YOUR GOAL |
Determine the number of lines in the data below that contain the string "Begonia", and respond with that number alone.

PROVIDED ENTRIES |
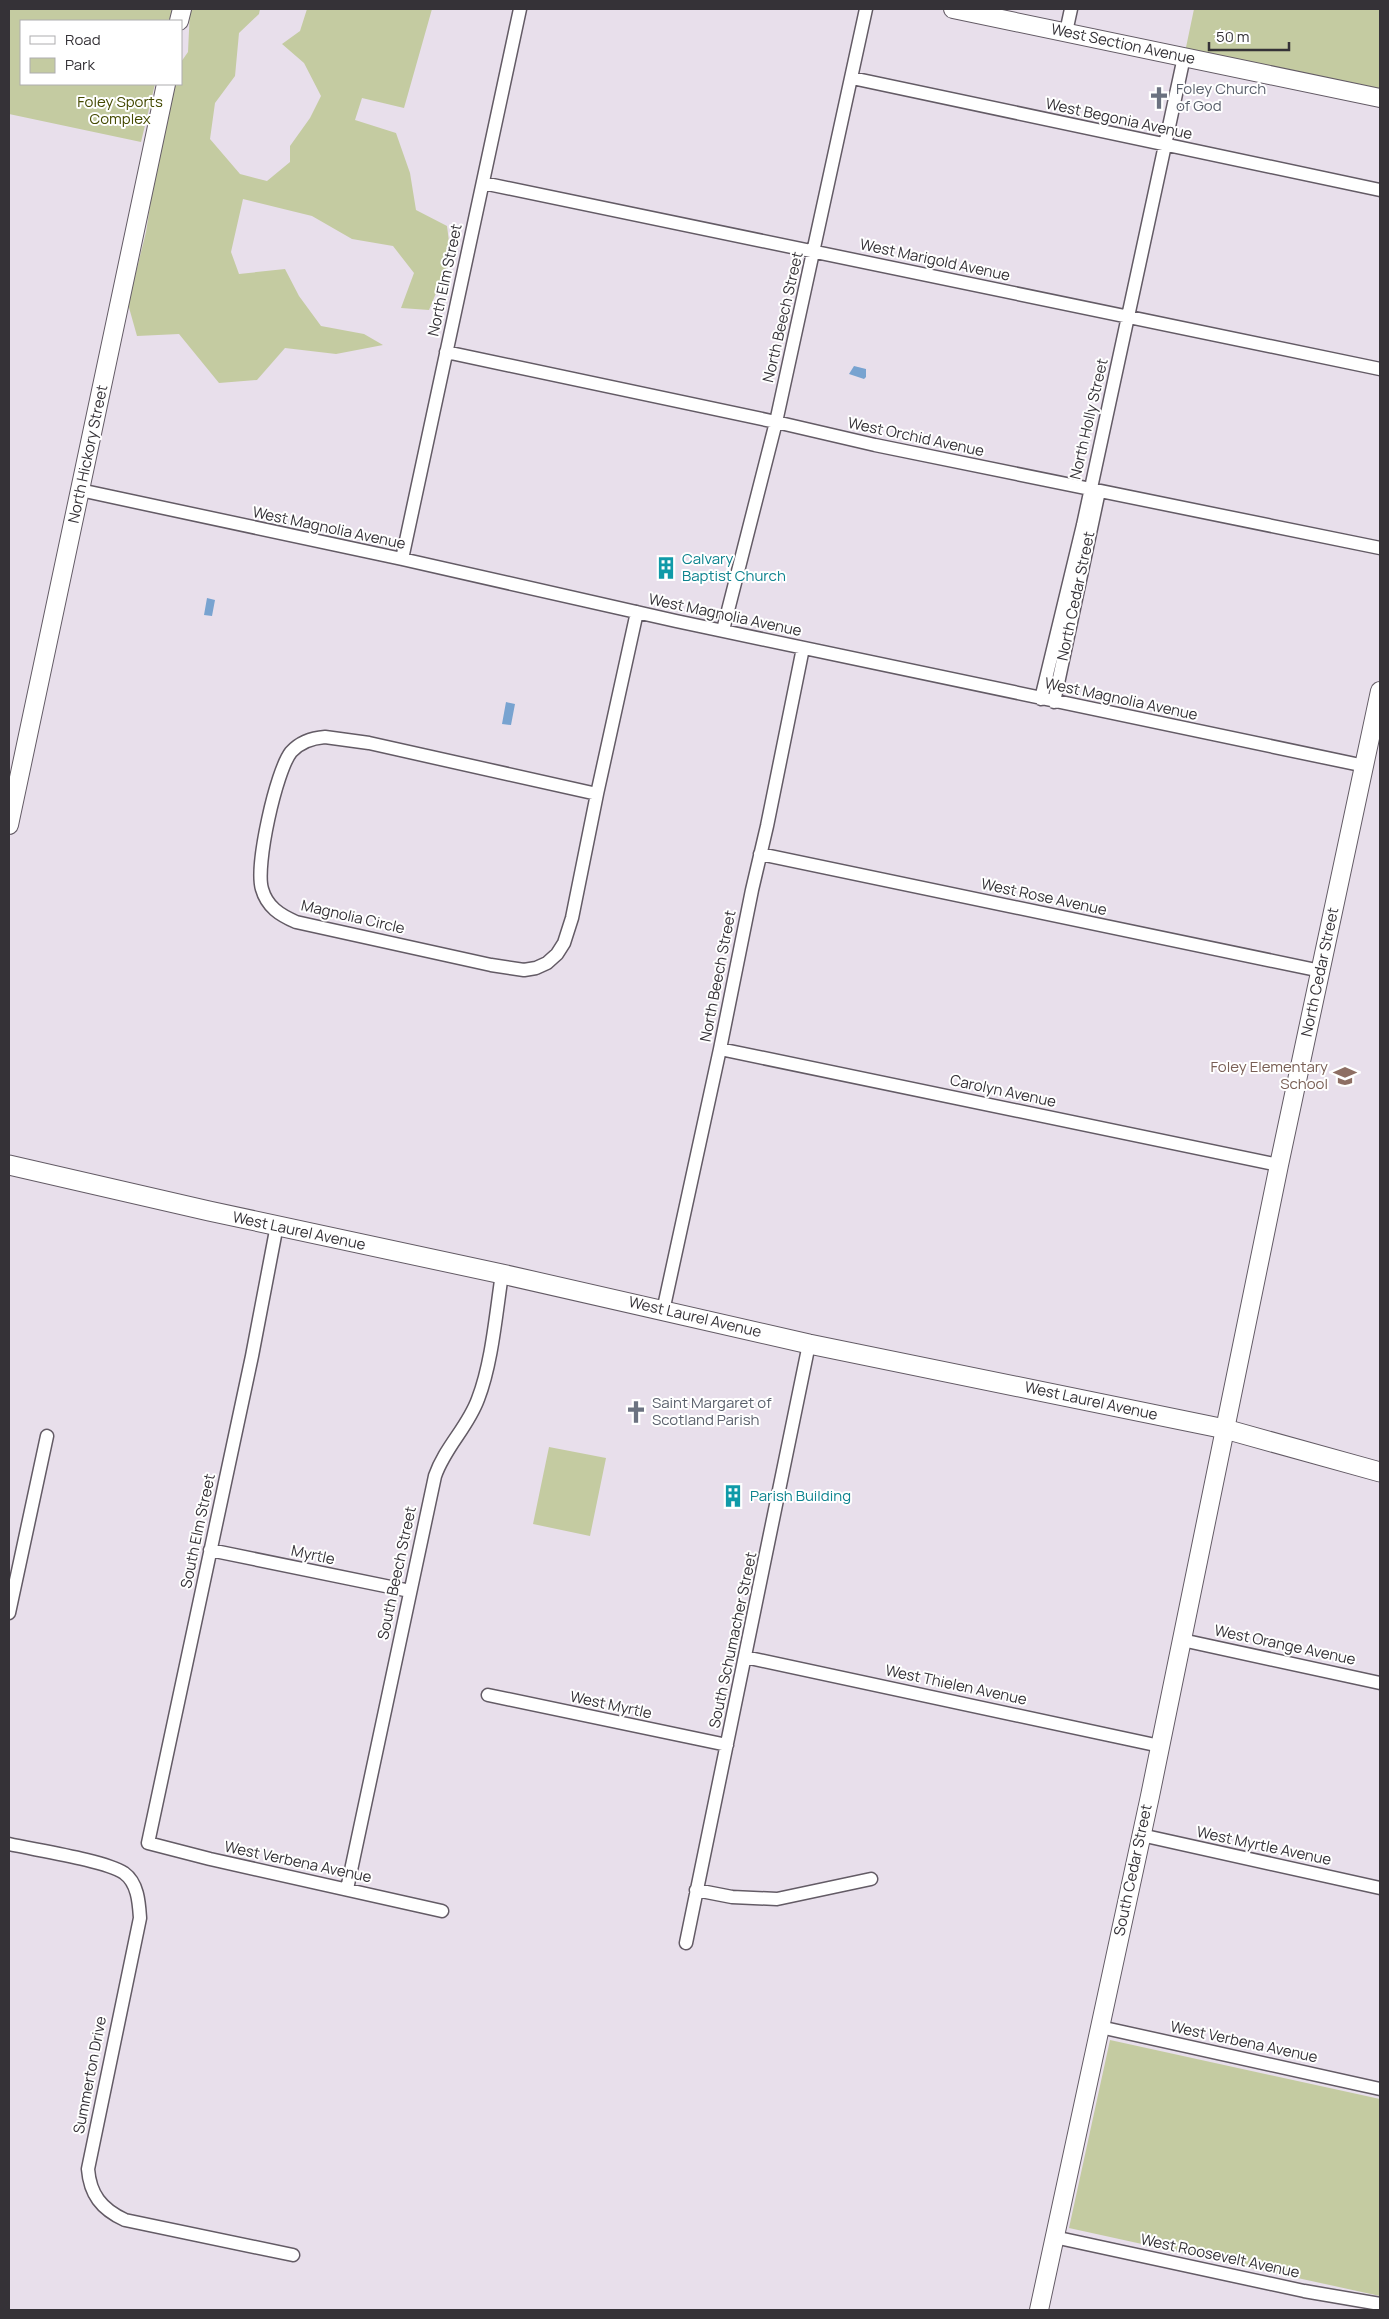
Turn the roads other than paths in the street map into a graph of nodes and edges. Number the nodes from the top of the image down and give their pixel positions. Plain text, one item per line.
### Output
1 (520, 9) edge
2 (866, 9) edge
3 (953, 9) edge
4 (1072, 9) edge
5 (1066, 32) junction
6 (1184, 57) junction
7 (852, 78) junction
8 (166, 85) edge
9 (1380, 98) edge
10 (1164, 146) junction
11 (483, 183) junction
12 (1380, 190) edge
13 (815, 251) junction
14 (1128, 317) junction
15 (446, 352) junction
16 (1380, 369) edge
17 (776, 422) junction
18 (80, 490) junction
19 (1094, 490) junction
20 (1380, 548) edge
21 (402, 559) junction
22 (637, 612) junction
23 (723, 630) junction
24 (803, 648) junction
25 (1380, 691) edge
26 (1041, 699) junction
27 (1054, 702) junction
28 (1378, 712) edge
29 (1365, 766) junction
30 (597, 794) junction
31 (9, 825) edge
32 (760, 854) junction
33 (1320, 971) junction
34 (720, 1049) junction
35 (9, 1165) edge
36 (1279, 1165) junction
37 (277, 1225) junction
38 (502, 1274) junction
39 (663, 1311) junction
40 (809, 1344) junction
41 (1225, 1429) junction
42 (48, 1436) dead end
43 (1380, 1472) edge
44 (210, 1550) junction
45 (12, 1578) edge
46 (410, 1591) junction
47 (9, 1613) edge
48 (1182, 1640) junction
49 (746, 1657) junction
50 (1380, 1683) edge
51 (488, 1695) dead end
52 (728, 1745) junction
53 (1160, 1746) junction
54 (1141, 1836) junction
55 (148, 1843) joint
56 (9, 1844) edge
57 (871, 1879) dead end
58 (1380, 1888) edge
59 (347, 1889) junction
60 (696, 1890) junction
61 (442, 1911) dead end
62 (686, 1943) dead end
63 (1100, 2027) junction
64 (1380, 2089) edge
65 (1054, 2237) junction
66 (293, 2255) dead end
67 (1380, 2304) edge
68 (1038, 2310) edge

1 - 11 street, North Elm Street
2 - 7 street, North Beech Street
3 - 5 street, West Section Avenue
4 - 5 street
5 - 6 street, West Section Avenue
6 - 9 street, West Section Avenue
6 - 10 street, North Holly Street
7 - 10 street, West Begonia Avenue
7 - 13 street, North Beech Street
8 - 18 street, North Hickory Street
10 - 12 street, West Begonia Avenue
10 - 14 street, North Holly Street
11 - 13 street, West Marigold Avenue
11 - 15 street, North Elm Street
13 - 14 street, West Marigold Avenue
13 - 17 street, North Beech Street
14 - 16 street, West Marigold Avenue
14 - 19 street, North Holly Street
15 - 17 street, West Orchid Avenue
15 - 21 street, North Elm Street
17 - 19 street, West Orchid Avenue
17 - 23 street, North Beech Street
18 - 21 street, West Magnolia Avenue
18 - 31 street, North Hickory Street
19 - 20 street, West Orchid Avenue
19 - 26 street, North Holly Street
19 - 27 street, North Cedar Street
21 - 22 street, West Magnolia Avenue
22 - 23 street, West Magnolia Avenue
22 - 30 street, Magnolia Circle
23 - 24 street, West Magnolia Avenue
24 - 26 street, West Magnolia Avenue
24 - 32 street, North Beech Street
25 - 28 street, North Cedar Street
26 - 27 street, West Magnolia Avenue
27 - 29 street, West Magnolia Avenue
28 - 29 street, North Cedar Street
29 - 33 street, North Cedar Street
30 - 30 street, Magnolia Circle
32 - 33 street, West Rose Avenue
32 - 34 street, North Beech Street
33 - 36 street, North Cedar Street
34 - 36 street, Carolyn Avenue
34 - 39 street, North Beech Street
35 - 37 main road, West Laurel Avenue
36 - 41 street, North Cedar Street
37 - 38 main road, West Laurel Avenue
37 - 44 street, South Elm Street
38 - 39 main road, West Laurel Avenue
38 - 46 street, South Beech Street
39 - 40 main road, West Laurel Avenue
40 - 41 main road, West Laurel Avenue
40 - 49 street, South Schumacher Street
41 - 43 main road, West Laurel Avenue
41 - 48 street, South Cedar Street
42 - 45 street
44 - 46 street, Myrtle
44 - 55 street, South Elm Street
45 - 47 street
46 - 59 street, South Beech Street
48 - 50 street, West Orange Avenue
48 - 53 street, South Cedar Street
49 - 52 street, South Schumacher Street
49 - 53 street, West Thielen Avenue
51 - 52 street, West Myrtle
52 - 60 street, South Schumacher Street
53 - 54 street, South Cedar Street
54 - 58 street, West Myrtle Avenue
54 - 63 street, South Cedar Street
55 - 59 street, West Verbena Avenue
56 - 66 street, Summerton Drive
57 - 60 street
59 - 61 street, West Verbena Avenue
60 - 62 street, South Schumacher Street
63 - 64 street, West Verbena Avenue
63 - 65 street, South Cedar Street
65 - 67 street, West Roosevelt Avenue
65 - 68 street, South Cedar Street

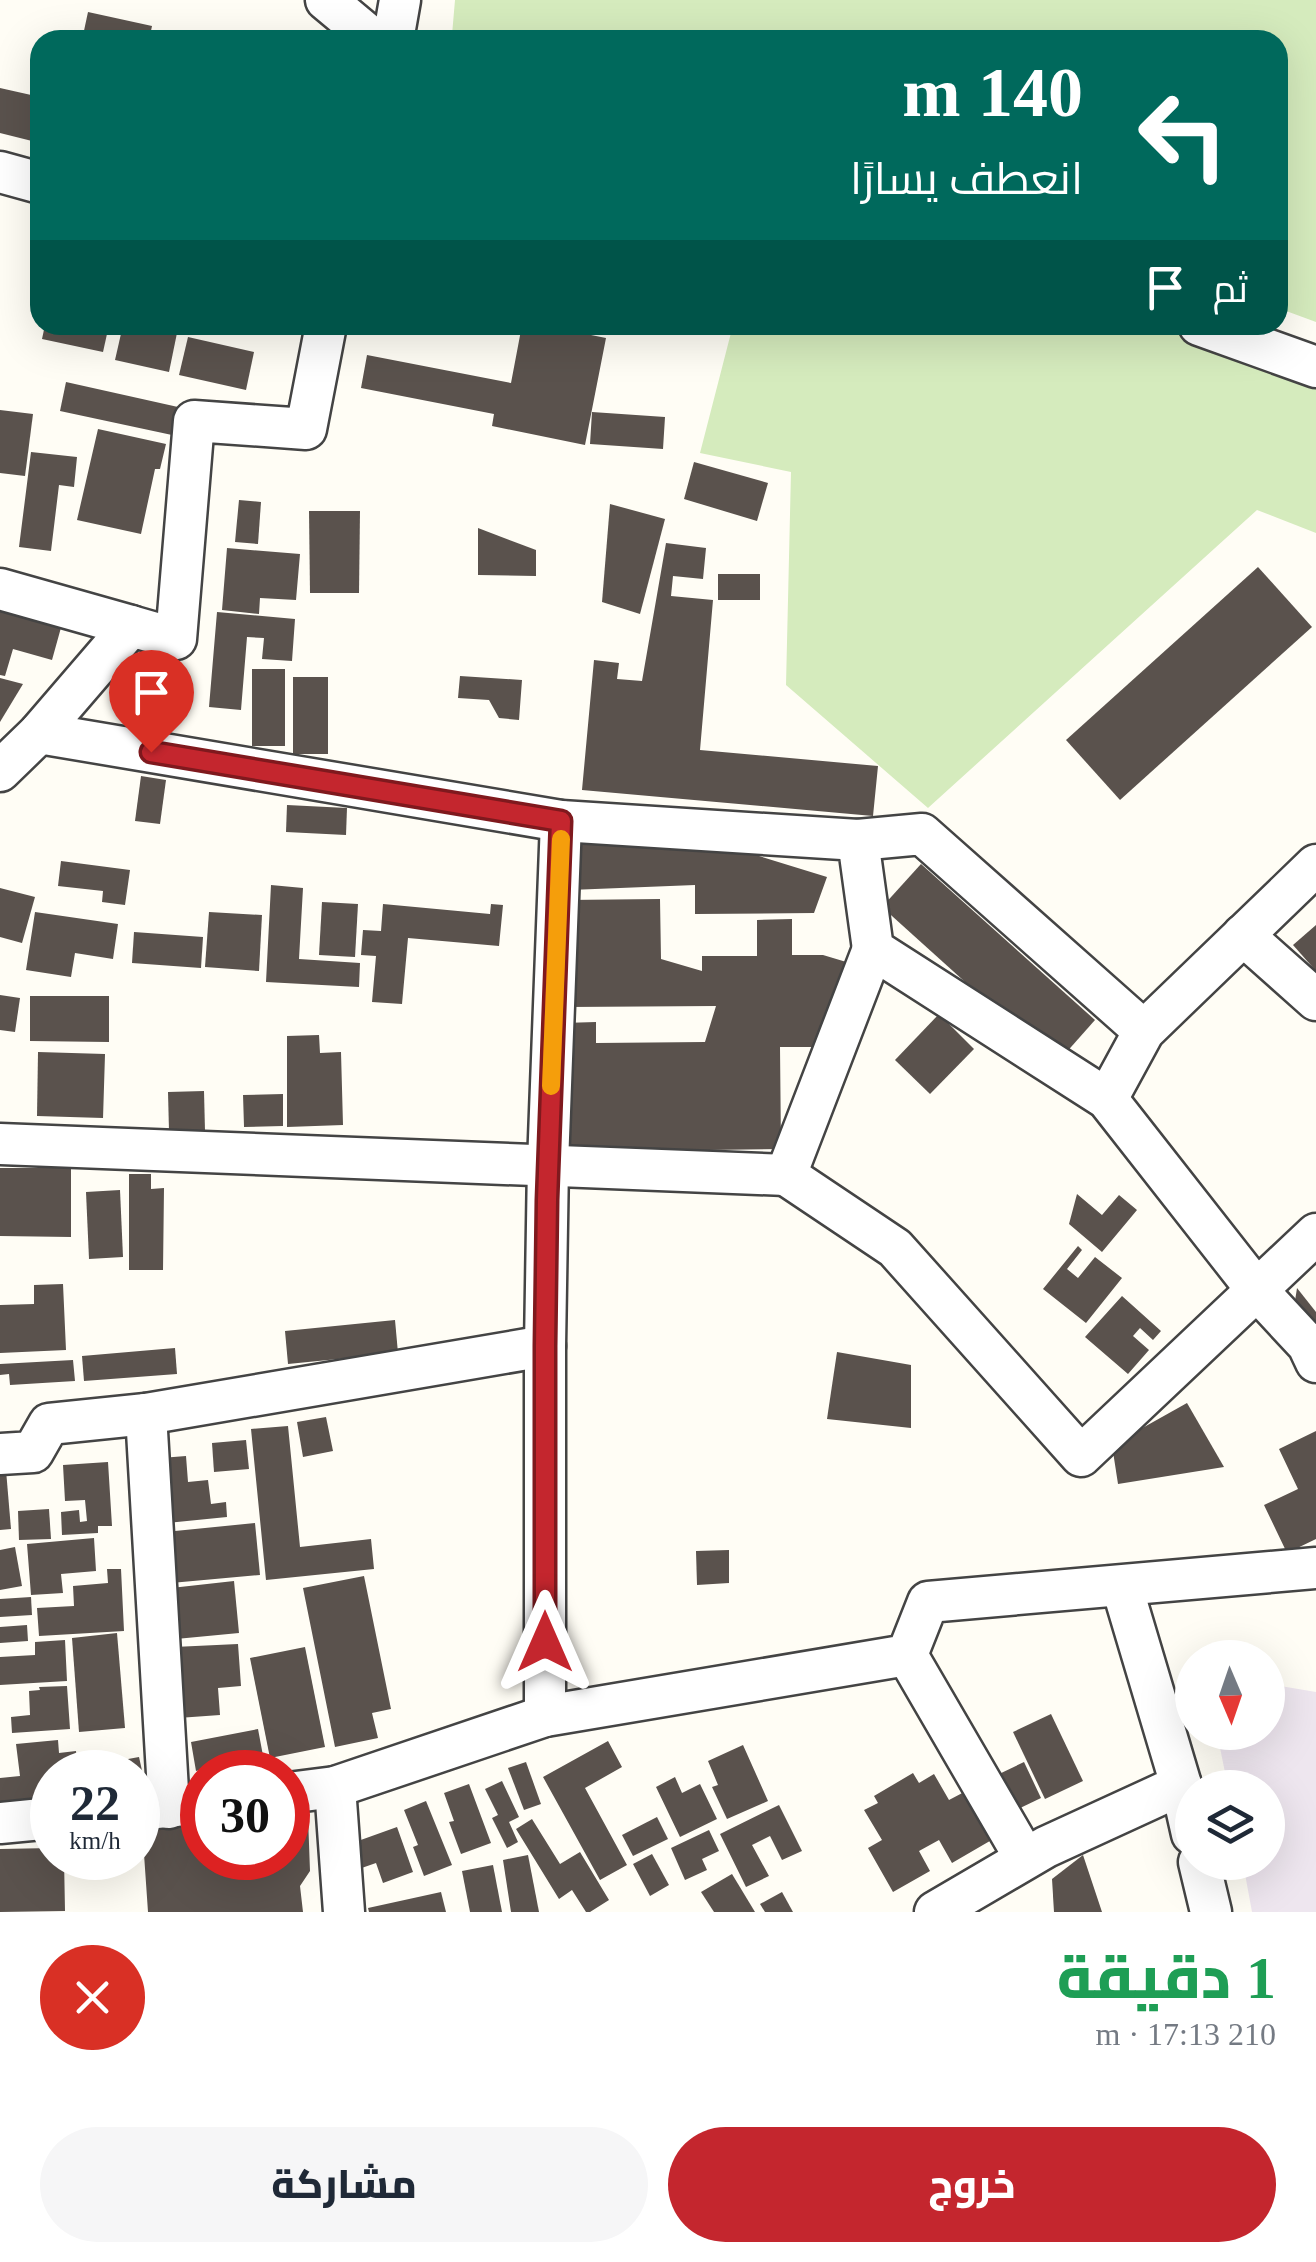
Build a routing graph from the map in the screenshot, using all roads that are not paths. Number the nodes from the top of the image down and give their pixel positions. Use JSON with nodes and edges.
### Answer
{"nodes":[{"id":1,"x":326,"y":0,"type":"edge"},
{"id":2,"x":400,"y":0,"type":"edge"},
{"id":3,"x":362,"y":30,"type":"edge"},
{"id":4,"x":395,"y":30,"type":"edge"},
{"id":5,"x":0,"y":172,"type":"edge"},
{"id":6,"x":30,"y":180,"type":"edge"},
{"id":7,"x":324,"y":335,"type":"edge"},
{"id":8,"x":1227,"y":335,"type":"edge"},
{"id":9,"x":1316,"y":367,"type":"edge"},
{"id":10,"x":0,"y":589,"type":"edge"},
{"id":11,"x":131,"y":626,"type":"junction"},
{"id":12,"x":39,"y":733,"type":"junction"},
{"id":13,"x":0,"y":771,"type":"edge"},
{"id":14,"x":561,"y":821,"type":"junction"},
{"id":15,"x":858,"y":840,"type":"junction"},
{"id":16,"x":1316,"y":866,"type":"edge"},
{"id":17,"x":1244,"y":935,"type":"junction"},
{"id":18,"x":873,"y":949,"type":"junction"},
{"id":19,"x":1316,"y":1000,"type":"edge"},
{"id":20,"x":1144,"y":1031,"type":"junction"},
{"id":21,"x":1107,"y":1099,"type":"junction"},
{"id":22,"x":0,"y":1144,"type":"edge"},
{"id":23,"x":548,"y":1164,"type":"junction"},
{"id":24,"x":786,"y":1175,"type":"junction"},
{"id":25,"x":1316,"y":1234,"type":"edge"},
{"id":26,"x":1256,"y":1290,"type":"junction"},
{"id":27,"x":545,"y":1346,"type":"junction"},
{"id":28,"x":1316,"y":1362,"type":"edge"},
{"id":29,"x":146,"y":1414,"type":"junction"},
{"id":30,"x":0,"y":1454,"type":"edge"},
{"id":31,"x":1316,"y":1568,"type":"edge"},
{"id":32,"x":1122,"y":1587,"type":"junction"},
{"id":33,"x":907,"y":1655,"type":"junction"},
{"id":34,"x":545,"y":1716,"type":"junction"},
{"id":35,"x":1177,"y":1770,"type":"edge"},
{"id":36,"x":335,"y":1787,"type":"junction"},
{"id":37,"x":1175,"y":1788,"type":"edge"},
{"id":38,"x":310,"y":1790,"type":"edge"},
{"id":39,"x":170,"y":1807,"type":"edge"},
{"id":40,"x":30,"y":1820,"type":"edge"},
{"id":41,"x":0,"y":1823,"type":"edge"},
{"id":42,"x":1025,"y":1858,"type":"junction"},
{"id":43,"x":1203,"y":1880,"type":"edge"},
{"id":44,"x":344,"y":1912,"type":"edge"},
{"id":45,"x":935,"y":1912,"type":"edge"},
{"id":46,"x":1211,"y":1912,"type":"edge"}],
"edges":[{"from":1,"to":3,"type":"street"},
{"from":2,"to":4,"type":"street"},
{"from":5,"to":6,"type":"street"},
{"from":7,"to":11,"type":"street"},
{"from":8,"to":9,"type":"street"},
{"from":10,"to":11,"type":"street"},
{"from":11,"to":12,"type":"street"},
{"from":12,"to":13,"type":"street"},
{"from":12,"to":14,"type":"street"},
{"from":14,"to":15,"type":"street"},
{"from":14,"to":23,"type":"street"},
{"from":15,"to":18,"type":"street"},
{"from":15,"to":20,"type":"street"},
{"from":16,"to":17,"type":"street"},
{"from":17,"to":19,"type":"street"},
{"from":17,"to":20,"type":"street"},
{"from":18,"to":21,"type":"street"},
{"from":18,"to":24,"type":"street"},
{"from":20,"to":21,"type":"street"},
{"from":21,"to":26,"type":"street"},
{"from":22,"to":23,"type":"street"},
{"from":23,"to":24,"type":"street"},
{"from":23,"to":27,"type":"street"},
{"from":24,"to":26,"type":"street"},
{"from":25,"to":26,"type":"street"},
{"from":26,"to":28,"type":"street"},
{"from":27,"to":29,"type":"street"},
{"from":27,"to":34,"type":"street"},
{"from":29,"to":30,"type":"street"},
{"from":29,"to":39,"type":"street"},
{"from":31,"to":32,"type":"street"},
{"from":32,"to":33,"type":"street"},
{"from":32,"to":35,"type":"street"},
{"from":33,"to":34,"type":"street"},
{"from":33,"to":42,"type":"street"},
{"from":34,"to":36,"type":"street"},
{"from":36,"to":38,"type":"street"},
{"from":36,"to":44,"type":"street"},
{"from":37,"to":42,"type":"street"},
{"from":40,"to":41,"type":"street"},
{"from":42,"to":45,"type":"street"},
{"from":43,"to":46,"type":"street"}]}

WRITTEN RESPONSE |
2